(Saved data entries)
════════════════

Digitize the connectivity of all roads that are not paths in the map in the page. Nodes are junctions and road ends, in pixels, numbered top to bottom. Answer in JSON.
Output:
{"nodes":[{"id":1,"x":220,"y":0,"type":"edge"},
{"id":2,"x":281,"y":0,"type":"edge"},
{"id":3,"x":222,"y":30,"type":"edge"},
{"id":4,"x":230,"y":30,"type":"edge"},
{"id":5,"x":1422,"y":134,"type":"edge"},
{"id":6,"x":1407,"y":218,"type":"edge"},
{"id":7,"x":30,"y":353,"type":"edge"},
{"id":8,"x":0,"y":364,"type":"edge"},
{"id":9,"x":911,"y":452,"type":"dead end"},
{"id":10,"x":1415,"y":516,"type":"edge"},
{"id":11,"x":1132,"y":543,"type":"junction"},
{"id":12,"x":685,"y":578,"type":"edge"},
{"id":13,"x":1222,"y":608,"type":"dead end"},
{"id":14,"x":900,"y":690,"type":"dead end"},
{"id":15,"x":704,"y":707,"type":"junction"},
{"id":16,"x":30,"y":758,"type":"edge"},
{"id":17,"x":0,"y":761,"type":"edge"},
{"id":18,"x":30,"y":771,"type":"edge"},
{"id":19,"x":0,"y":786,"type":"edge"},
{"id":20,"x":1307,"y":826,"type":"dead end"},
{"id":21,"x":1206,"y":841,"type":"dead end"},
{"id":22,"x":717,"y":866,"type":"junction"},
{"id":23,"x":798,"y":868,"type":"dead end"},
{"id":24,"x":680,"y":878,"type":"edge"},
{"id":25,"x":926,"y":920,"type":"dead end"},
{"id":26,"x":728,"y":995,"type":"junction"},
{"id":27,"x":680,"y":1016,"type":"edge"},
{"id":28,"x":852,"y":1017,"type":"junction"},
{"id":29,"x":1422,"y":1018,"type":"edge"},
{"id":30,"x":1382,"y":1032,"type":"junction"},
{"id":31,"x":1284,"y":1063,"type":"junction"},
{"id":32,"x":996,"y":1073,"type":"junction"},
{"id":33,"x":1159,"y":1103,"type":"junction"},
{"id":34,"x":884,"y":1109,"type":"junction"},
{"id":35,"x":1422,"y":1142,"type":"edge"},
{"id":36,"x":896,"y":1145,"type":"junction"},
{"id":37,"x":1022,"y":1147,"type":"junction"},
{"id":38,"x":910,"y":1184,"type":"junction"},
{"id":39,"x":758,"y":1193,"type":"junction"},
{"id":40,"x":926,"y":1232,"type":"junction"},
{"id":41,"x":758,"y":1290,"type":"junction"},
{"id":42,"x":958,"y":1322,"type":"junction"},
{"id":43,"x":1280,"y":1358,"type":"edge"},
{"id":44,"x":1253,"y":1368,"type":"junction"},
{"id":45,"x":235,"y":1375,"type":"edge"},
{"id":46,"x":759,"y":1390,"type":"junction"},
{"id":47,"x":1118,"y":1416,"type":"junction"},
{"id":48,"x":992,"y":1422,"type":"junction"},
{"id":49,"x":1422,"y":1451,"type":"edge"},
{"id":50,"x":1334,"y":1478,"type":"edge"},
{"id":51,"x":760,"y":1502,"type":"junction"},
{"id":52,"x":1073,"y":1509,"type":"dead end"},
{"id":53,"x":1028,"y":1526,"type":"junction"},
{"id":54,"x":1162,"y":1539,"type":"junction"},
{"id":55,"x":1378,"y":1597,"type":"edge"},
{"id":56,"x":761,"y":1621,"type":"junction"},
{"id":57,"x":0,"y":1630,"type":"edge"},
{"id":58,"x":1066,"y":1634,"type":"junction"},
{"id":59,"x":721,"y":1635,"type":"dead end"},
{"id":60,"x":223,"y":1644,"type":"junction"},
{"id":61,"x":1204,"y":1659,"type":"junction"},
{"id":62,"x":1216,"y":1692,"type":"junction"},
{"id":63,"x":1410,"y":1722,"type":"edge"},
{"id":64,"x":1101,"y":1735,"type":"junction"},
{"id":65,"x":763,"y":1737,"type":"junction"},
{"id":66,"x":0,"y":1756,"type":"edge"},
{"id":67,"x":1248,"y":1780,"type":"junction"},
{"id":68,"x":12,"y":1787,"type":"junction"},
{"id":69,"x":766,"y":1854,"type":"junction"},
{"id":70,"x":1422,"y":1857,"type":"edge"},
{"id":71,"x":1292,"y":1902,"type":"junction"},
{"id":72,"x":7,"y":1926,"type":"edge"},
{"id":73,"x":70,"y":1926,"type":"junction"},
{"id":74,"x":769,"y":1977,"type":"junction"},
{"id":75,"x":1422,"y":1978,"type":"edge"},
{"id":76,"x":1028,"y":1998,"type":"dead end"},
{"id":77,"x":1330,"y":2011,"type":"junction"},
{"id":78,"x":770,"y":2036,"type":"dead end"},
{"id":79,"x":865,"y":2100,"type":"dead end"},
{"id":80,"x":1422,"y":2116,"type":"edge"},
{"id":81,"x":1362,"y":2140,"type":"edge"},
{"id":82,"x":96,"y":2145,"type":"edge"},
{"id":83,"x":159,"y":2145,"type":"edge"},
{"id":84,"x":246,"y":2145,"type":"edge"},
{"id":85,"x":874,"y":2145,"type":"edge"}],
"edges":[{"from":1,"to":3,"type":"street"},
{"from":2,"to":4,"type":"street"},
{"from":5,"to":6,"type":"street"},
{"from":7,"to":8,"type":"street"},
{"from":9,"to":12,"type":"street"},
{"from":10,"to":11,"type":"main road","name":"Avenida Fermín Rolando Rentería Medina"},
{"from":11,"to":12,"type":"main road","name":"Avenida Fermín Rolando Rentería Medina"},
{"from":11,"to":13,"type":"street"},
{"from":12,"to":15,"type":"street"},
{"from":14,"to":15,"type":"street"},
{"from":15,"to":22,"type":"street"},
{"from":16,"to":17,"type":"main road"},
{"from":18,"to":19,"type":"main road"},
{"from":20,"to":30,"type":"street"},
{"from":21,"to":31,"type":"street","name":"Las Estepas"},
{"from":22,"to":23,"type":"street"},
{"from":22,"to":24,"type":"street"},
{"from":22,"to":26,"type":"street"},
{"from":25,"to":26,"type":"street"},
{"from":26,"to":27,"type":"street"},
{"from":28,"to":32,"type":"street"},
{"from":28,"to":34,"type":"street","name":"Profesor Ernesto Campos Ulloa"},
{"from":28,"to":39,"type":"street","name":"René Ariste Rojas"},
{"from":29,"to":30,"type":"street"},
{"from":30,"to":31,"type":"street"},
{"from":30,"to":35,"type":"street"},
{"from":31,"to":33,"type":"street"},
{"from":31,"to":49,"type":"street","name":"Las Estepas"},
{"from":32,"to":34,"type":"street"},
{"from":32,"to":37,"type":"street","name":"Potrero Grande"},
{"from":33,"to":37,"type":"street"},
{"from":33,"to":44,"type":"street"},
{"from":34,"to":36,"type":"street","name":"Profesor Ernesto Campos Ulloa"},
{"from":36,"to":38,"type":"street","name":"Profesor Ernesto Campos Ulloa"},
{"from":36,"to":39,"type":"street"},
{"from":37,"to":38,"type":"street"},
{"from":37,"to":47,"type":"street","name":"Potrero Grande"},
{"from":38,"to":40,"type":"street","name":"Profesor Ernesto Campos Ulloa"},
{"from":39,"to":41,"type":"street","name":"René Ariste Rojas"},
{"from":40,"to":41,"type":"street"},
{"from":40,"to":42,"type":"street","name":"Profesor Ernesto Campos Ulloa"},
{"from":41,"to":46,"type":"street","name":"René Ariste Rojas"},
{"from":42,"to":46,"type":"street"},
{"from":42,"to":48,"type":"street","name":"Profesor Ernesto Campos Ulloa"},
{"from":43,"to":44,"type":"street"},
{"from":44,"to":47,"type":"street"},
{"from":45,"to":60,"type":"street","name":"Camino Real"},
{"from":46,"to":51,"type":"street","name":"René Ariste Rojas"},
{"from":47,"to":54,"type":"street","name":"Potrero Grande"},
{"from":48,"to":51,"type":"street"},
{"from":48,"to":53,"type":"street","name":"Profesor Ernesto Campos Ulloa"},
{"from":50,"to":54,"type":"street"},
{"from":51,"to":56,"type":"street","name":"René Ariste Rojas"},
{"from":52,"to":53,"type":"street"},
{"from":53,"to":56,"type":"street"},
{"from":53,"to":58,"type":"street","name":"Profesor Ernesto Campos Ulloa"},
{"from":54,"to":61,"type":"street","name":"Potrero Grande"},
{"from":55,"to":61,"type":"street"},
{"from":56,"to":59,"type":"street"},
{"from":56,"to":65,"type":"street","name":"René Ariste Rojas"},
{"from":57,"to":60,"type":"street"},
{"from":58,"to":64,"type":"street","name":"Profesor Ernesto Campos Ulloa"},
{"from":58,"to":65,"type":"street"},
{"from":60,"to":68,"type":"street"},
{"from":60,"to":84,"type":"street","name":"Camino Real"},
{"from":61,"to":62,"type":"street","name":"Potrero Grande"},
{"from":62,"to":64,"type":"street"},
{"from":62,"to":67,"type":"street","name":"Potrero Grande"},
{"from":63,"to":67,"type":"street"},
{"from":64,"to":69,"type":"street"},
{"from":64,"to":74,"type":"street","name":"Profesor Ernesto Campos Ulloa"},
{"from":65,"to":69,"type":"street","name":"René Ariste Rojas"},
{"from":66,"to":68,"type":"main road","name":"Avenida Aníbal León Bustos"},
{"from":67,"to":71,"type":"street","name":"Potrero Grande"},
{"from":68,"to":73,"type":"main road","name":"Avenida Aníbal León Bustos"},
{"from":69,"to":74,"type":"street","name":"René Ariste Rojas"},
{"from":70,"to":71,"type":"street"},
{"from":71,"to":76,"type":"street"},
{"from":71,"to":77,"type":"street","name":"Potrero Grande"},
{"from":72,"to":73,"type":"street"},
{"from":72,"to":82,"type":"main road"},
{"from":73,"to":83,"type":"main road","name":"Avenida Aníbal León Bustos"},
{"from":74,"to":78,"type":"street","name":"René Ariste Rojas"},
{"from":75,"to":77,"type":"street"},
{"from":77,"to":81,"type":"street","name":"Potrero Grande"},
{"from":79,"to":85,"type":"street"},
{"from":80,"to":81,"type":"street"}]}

════════════════

* THE TASK: Report every line of the data above that contains the string "Avenida" by copying it in full.

* RESPONSE FOR THIS EXERCISE:
{"from":10,"to":11,"type":"main road","name":"Avenida Fermín Rolando Rentería Medina"},
{"from":11,"to":12,"type":"main road","name":"Avenida Fermín Rolando Rentería Medina"},
{"from":66,"to":68,"type":"main road","name":"Avenida Aníbal León Bustos"},
{"from":68,"to":73,"type":"main road","name":"Avenida Aníbal León Bustos"},
{"from":73,"to":83,"type":"main road","name":"Avenida Aníbal León Bustos"},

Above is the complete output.